Your customers may be more diverse than your marketing.
How well do you know them? Do you have your target segments and do you build marketing campaigns to reflect what you know about them?
Many brands divide their customers into groups based on common characteristics so they can market to each group effectively and appropriately based on those pre-determined characteristics.
But how do you know if those are the most accurate groups to engage? If your sole method of understanding your customers is through demographic segmentations, then at best your understanding is limited and at worst it is incomplete or even misleading.
We vote for letting the data itself reveal the customer personas that inherently exist.
First, let us add some context to why this is important.
We are currently living in what we call a “post demographic” world. What we mean is that consumers have changed. The way we all interact with brands has evolved considerably in recent years. Clean lines between consumers based on gender, age, income, or ethnicity are not as useful as they once may have been.

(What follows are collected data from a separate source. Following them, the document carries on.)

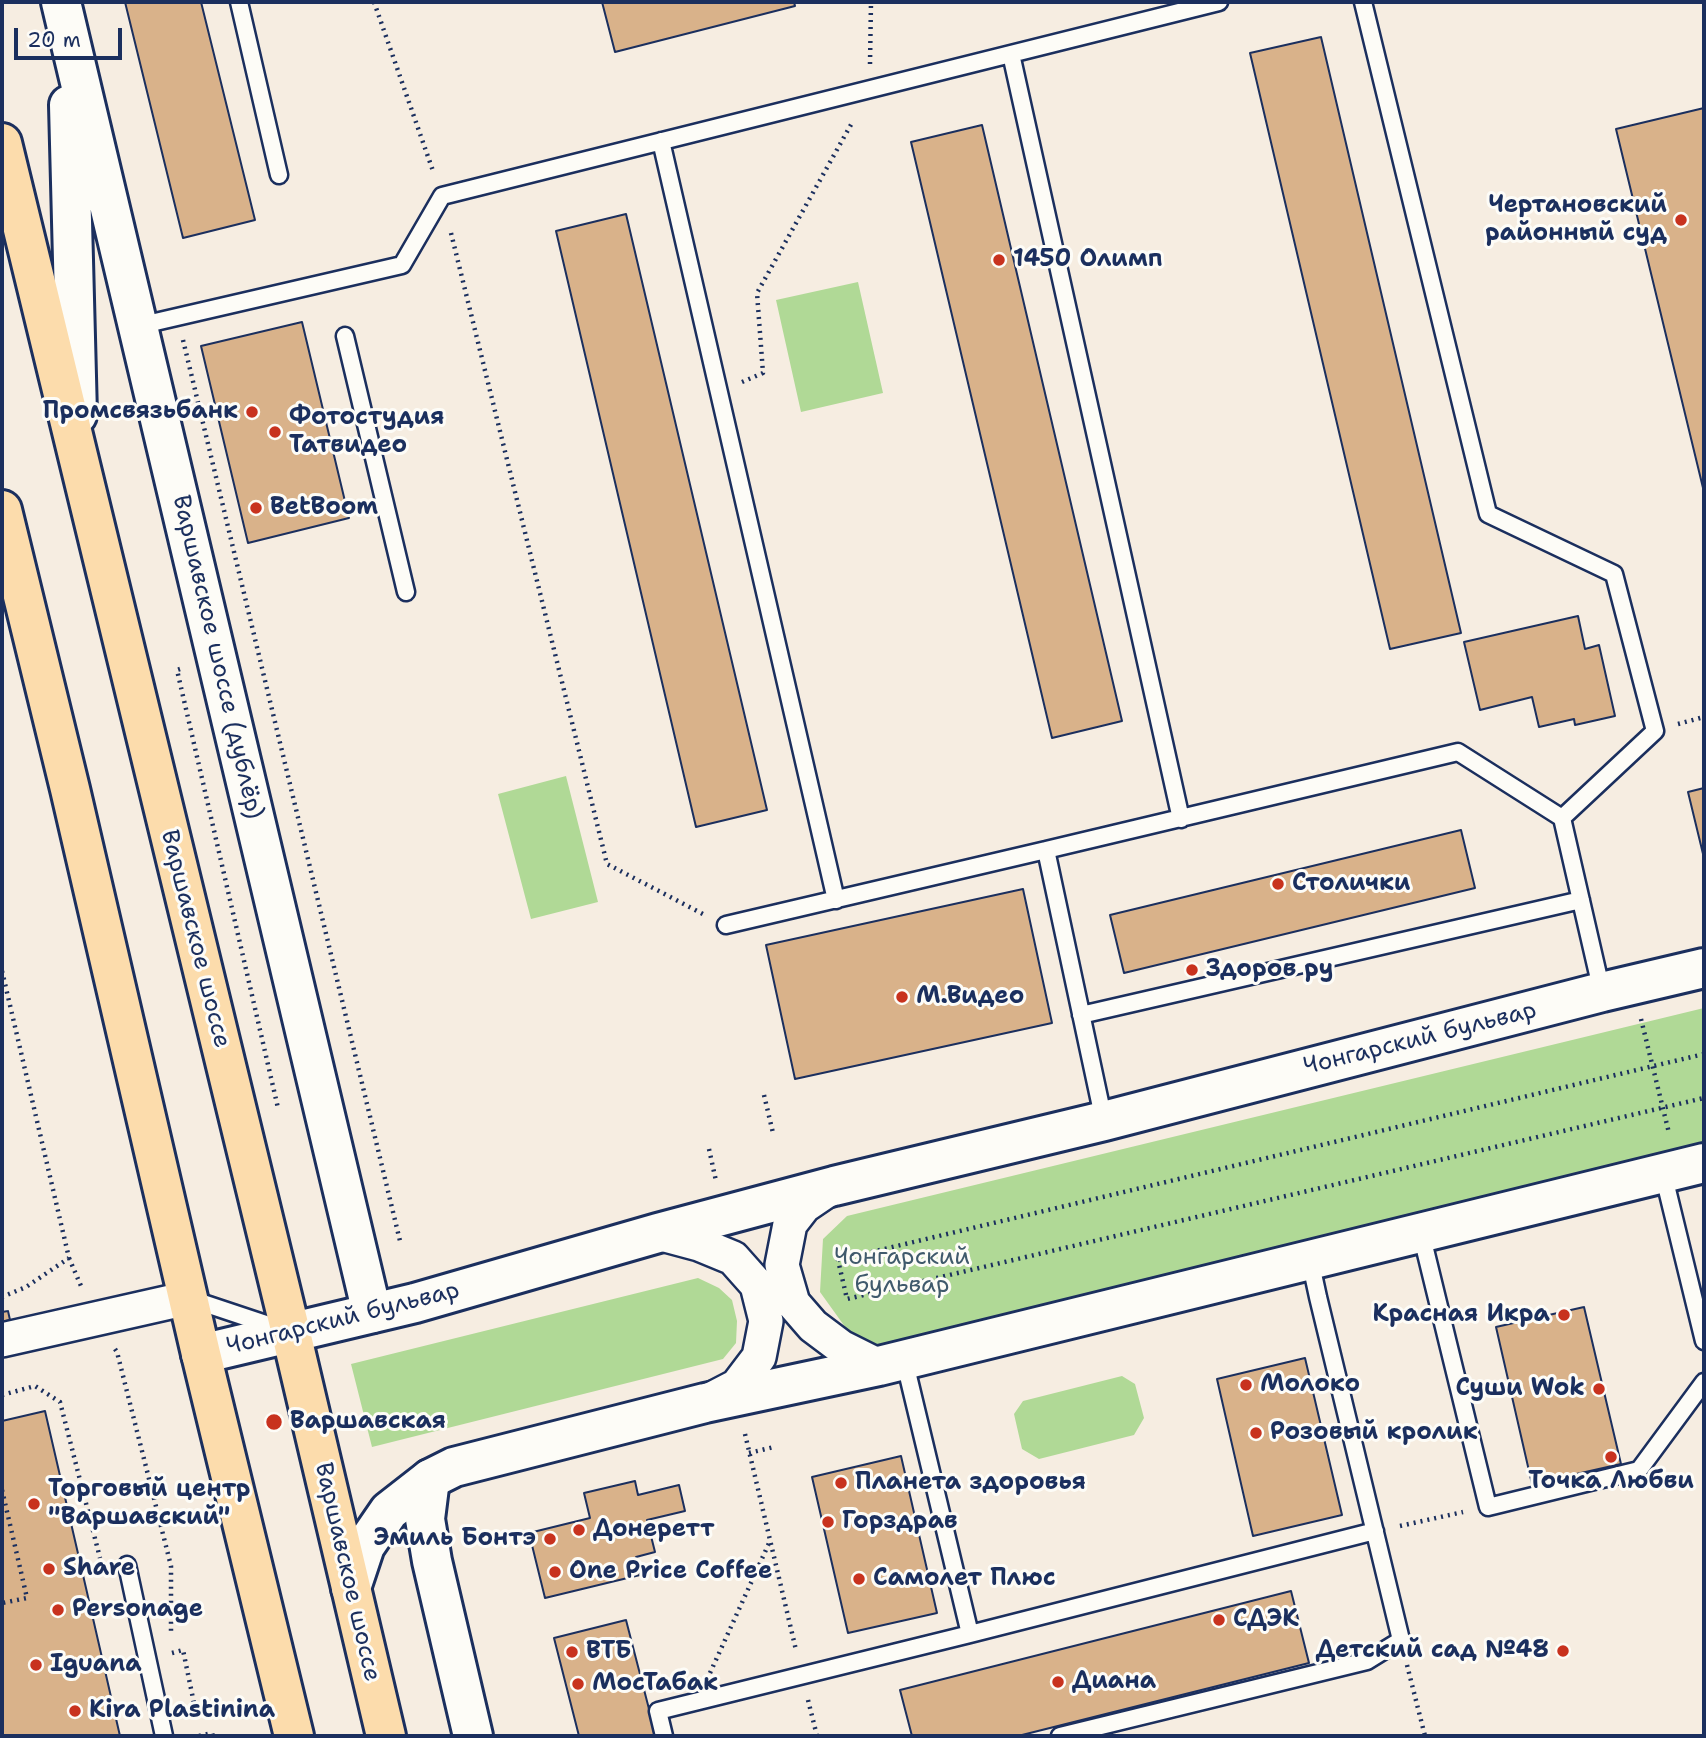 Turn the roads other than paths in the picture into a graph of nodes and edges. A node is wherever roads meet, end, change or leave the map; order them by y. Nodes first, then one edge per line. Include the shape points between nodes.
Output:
1 (239, 2) edge
2 (1219, 2) edge
3 (1363, 2) edge
4 (64, 13) edge
5 (1011, 54) junction
6 (661, 141) junction
7 (2, 143) edge
8 (279, 174) dead end
9 (138, 326) junction
10 (345, 336) dead end
11 (78, 456) junction
12 (2, 510) edge
13 (406, 592) dead end
14 (1562, 818) junction
15 (1181, 819) junction
16 (1046, 850) junction
17 (836, 900) junction
18 (1581, 900) junction
19 (726, 925) road end
20 (1704, 968) edge
21 (1618, 989) junction
22 (1081, 1015) junction
23 (1104, 1121) junction
24 (1682, 1169) edge
25 (834, 1186) junction
26 (1421, 1232) junction
27 (658, 1233) junction
28 (1310, 1260) junction
29 (188, 1298) junction
30 (372, 1313) junction
31 (291, 1333) junction
32 (2, 1340) edge
33 (1704, 1341) edge
34 (201, 1354) junction
35 (892, 1362) junction
36 (1704, 1382) edge
37 (705, 1403) junction
38 (430, 1479) junction
39 (1375, 1531) junction
40 (127, 1565) dead end
41 (351, 1588) junction
42 (970, 1634) junction
43 (164, 1736) edge
44 (294, 1736) edge
45 (386, 1736) edge
46 (473, 1736) edge
47 (664, 1736) edge
48 (1060, 1736) edge

1 - 8 lane
2 - 5 lane
3 - 14 lane via 1488,514 1614,575 1655,731
4 - 9 main road, Варшавское шоссе (дублёр)
4 - 11 main road
5 - 6 lane
5 - 15 lane
6 - 9 lane via 442,196 402,265
6 - 17 lane
7 - 11 main road, Варшавское шоссе
9 - 30 main road, Варшавское шоссе (дублёр)
10 - 13 lane
11 - 31 main road, Варшавское шоссе
12 - 29 main road
14 - 15 lane via 1458,752
14 - 18 lane
15 - 16 lane
16 - 17 lane
16 - 22 lane
17 - 19 lane
18 - 21 lane
18 - 22 lane
20 - 21 main road, Чонгарский бульвар
21 - 23 main road, Чонгарский бульвар
22 - 23 lane
23 - 25 main road, Чонгарский бульвар
24 - 26 main road
24 - 33 lane
25 - 27 main road, Чонгарский бульвар
25 - 35 street via 804,1206 790,1224 782,1265 793,1303 841,1347
26 - 28 main road
26 - 36 lane via 1488,1507 1639,1470
27 - 30 main road, Чонгарский бульвар
27 - 37 street via 733,1258 757,1285 766,1321 759,1357 737,1386
28 - 35 main road
28 - 39 lane
29 - 31 lane
29 - 32 street
29 - 34 main road
30 - 31 main road, Чонгарский бульвар
31 - 34 main road, Чонгарский бульвар
31 - 41 main road, Варшавское шоссе
34 - 44 main road
35 - 37 main road
35 - 42 lane
37 - 38 main road via 454,1467
38 - 41 main road via 389,1511 365,1546
38 - 46 main road via 425,1519 430,1551
39 - 42 lane
39 - 48 lane via 1401,1640 1367,1661
40 - 43 lane
41 - 45 main road, Варшавское шоссе
42 - 47 lane via 658,1711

A female working in finance with more disposable income than her male counterpart working in education very well may have more in common with their values and lifestyle than just demographics would suggest.

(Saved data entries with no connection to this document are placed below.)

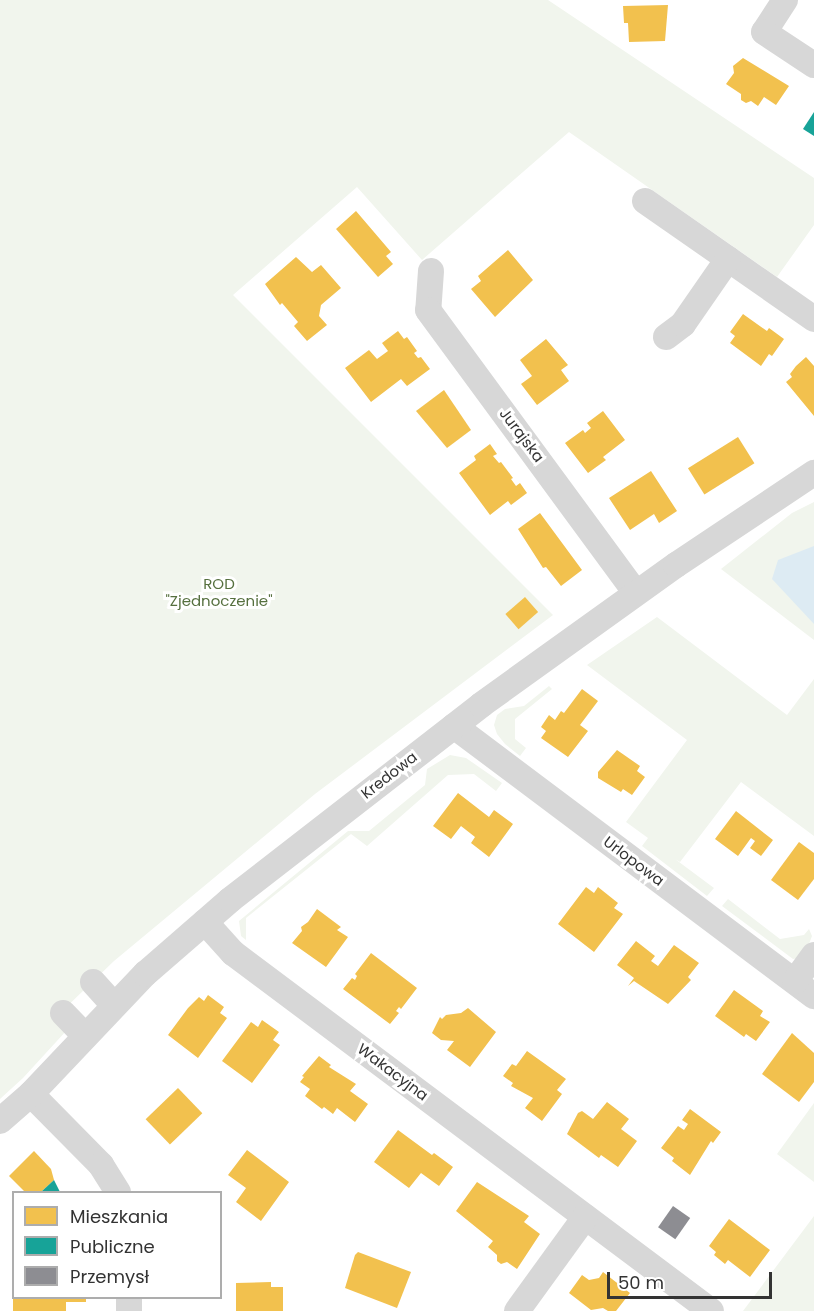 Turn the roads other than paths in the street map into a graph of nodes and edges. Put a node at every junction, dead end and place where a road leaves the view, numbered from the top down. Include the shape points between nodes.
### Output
1 (784, 0) edge
2 (814, 65) edge
3 (645, 201) dead end
4 (728, 259) junction
5 (431, 271) dead end
6 (814, 319) edge
7 (666, 338) dead end
8 (814, 473) edge
9 (636, 593) junction
10 (454, 726) junction
11 (205, 922) junction
12 (814, 955) edge
13 (93, 982) dead end
14 (804, 989) edge
15 (114, 1005) junction
16 (63, 1013) dead end
17 (86, 1036) junction
18 (31, 1094) junction
19 (0, 1121) edge
20 (117, 1191) edge
21 (585, 1217) junction
22 (516, 1311) edge
23 (711, 1311) edge

1 - 2 street via 764,32
3 - 4 street
4 - 6 street
4 - 7 street via 683,324
5 - 9 street, Jurajska via 428,310
8 - 9 street, Kredowa
9 - 10 street, Kredowa
10 - 11 street, Kredowa
10 - 14 street, Urlopowa
11 - 15 street, Kredowa
11 - 21 street, Wakacyjna via 238,957
12 - 14 street
13 - 15 street
15 - 17 street, Kredowa
16 - 17 street
17 - 18 street, Kredowa
18 - 19 street, Kredowa
18 - 20 street via 101,1165
21 - 22 street
21 - 23 street, Wakacyjna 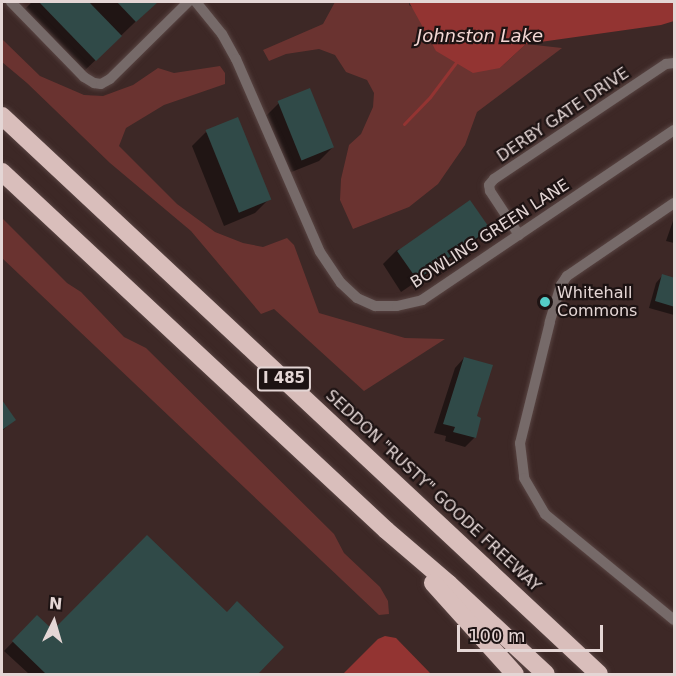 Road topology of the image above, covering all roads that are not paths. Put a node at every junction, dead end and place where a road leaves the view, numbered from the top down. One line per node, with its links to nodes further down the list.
1 (11, 2): 2 (street)
2 (188, 2)
3 (196, 2): 9 (street, BOWLING GREEN LANE)
4 (675, 63): 9 (street, DERBY GATE DRIVE)
5 (2, 116): 12 (highway, SEDDON "RUSTY" GOODE FREEWAY / I 485)
6 (675, 130): 9 (street, BOWLING GREEN LANE)
7 (2, 172): 10 (highway, I 485)
8 (675, 203): 11 (street)
9 (519, 235)
10 (386, 530): 13 (highway); 14 (highway, I 485)
11 (675, 620)
12 (567, 642): 15 (highway, SEDDON "RUSTY" GOODE FREEWAY / I 485); 16 (highway)
13 (515, 675)
14 (546, 675)
15 (599, 675)
16 (609, 675)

People across the world continue to construct and re-construct their own identities and rebel against top down driven norms given to them by advertisements of old.

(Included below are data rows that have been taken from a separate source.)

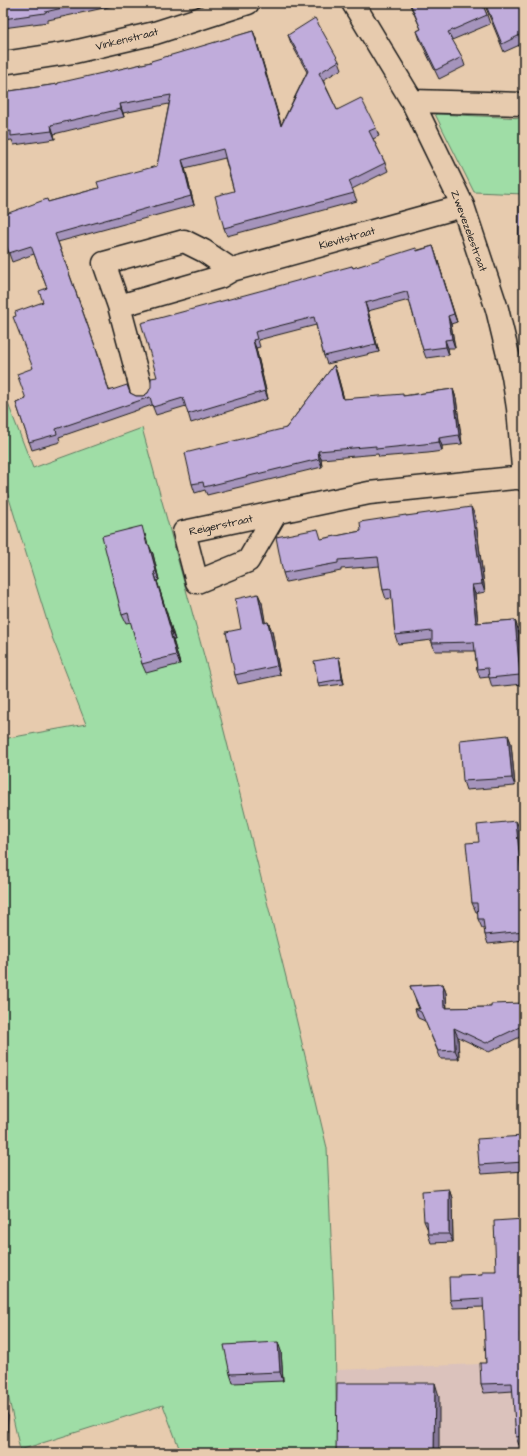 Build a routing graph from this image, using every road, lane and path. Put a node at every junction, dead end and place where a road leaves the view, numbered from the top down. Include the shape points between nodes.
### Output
1 (248, 3) edge
2 (353, 3) edge
3 (3, 63) edge
4 (412, 101) junction
5 (524, 104) edge
6 (463, 206) junction
7 (232, 270) junction
8 (119, 306) junction
9 (142, 392) dead end
10 (521, 408) edge
11 (524, 477) edge
12 (524, 480) edge
13 (276, 513) dead end

1 - 3 street, Vinkenstraat via 155,33 74,52
2 - 4 street, Zwevezelestraat
4 - 5 street
4 - 6 street, Zwevezelestraat
6 - 7 street, Kievitstraat
6 - 10 street, Zwevezelestraat via 497,309
7 - 8 street, Kievitstraat via 220,277
7 - 8 street via 184,240 104,263
8 - 9 street
10 - 11 street, Zwevezelestraat
11 - 12 street, Zwevezelestraat
11 - 13 street via 369,493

This world, where commonality is not necessarily based on demographics or other control variables, has massive ramifications for the accuracy of the future of consumer segmentation and by extension, marketing and advertising.
Supposedly you conducted research to understand the likelihood to purchase a new consumer household good. You collected data from 1,000 respondents: sex, age, geography, and sensitivity to things like price, brand image, product quality.
A traditional consumer segmentation may have revealed that females are more likely to purchase than males. Or that when you cut the data according to generations, you found out that Gen Z cares more about brand image than Gen X.
But is that the only way that these consumers are similar?! How old they are?
Let’s circle back to our original suggestion and allow the data to do the talking. We do this by using a type of machine learning algorithm called unsupervised learning. This allows us to segment the data according to how the data is behaving and cluster consumers in the most homogenous and efficient groups possible.
The results may show something like the below, a three-dimensional cluster analysis from a product R&D study where the consumers in each group are similar to each other based off of how important quality, image, and price were, and not based on a pre-determined demographic split. Each persona tells a different story.
The first cluster scored low on sensitivity to price and higher on both product quality and brand image. The second cluster scored much higher on price sensitivity, low on caring about product quality and lower on brand image, and the third cluster scored medium about price, and the highest on caring about both product quality and brand image.
The interesting part? Each cluster was made up of a mix of demographic variables!
Each of these unique personas can be messaged to slightly differently. You need to understand how your consumers view the world so you can meet them on their terms.
The purpose of learning is growth.
Consumers and their behaviors are constantly changing and evolving. Conduct segmentation frequently to to make sure your marketing is up to date and on target;
Adapt your marketing strategies to the motivations and desires of your newly discovered segments. By also collecting data about on-line and social media habits you can refine your strategies even more;
Demographics don’t tell us the whole story. You need to collect data related to who your consumers are, what their values are, what they care about, and what drives them and motivates them;
Complement traditional consumer segmentation with machine learning. Every statistical method comes with its own assumptions. Even “no assumption” is an assumption;
Be open to learn about results that confirm your hypothesis and your strategy, and other findings that may surprise you. Staying relevant to your customers to build long-term brand equity and loyalty. Learn, adapt, grow!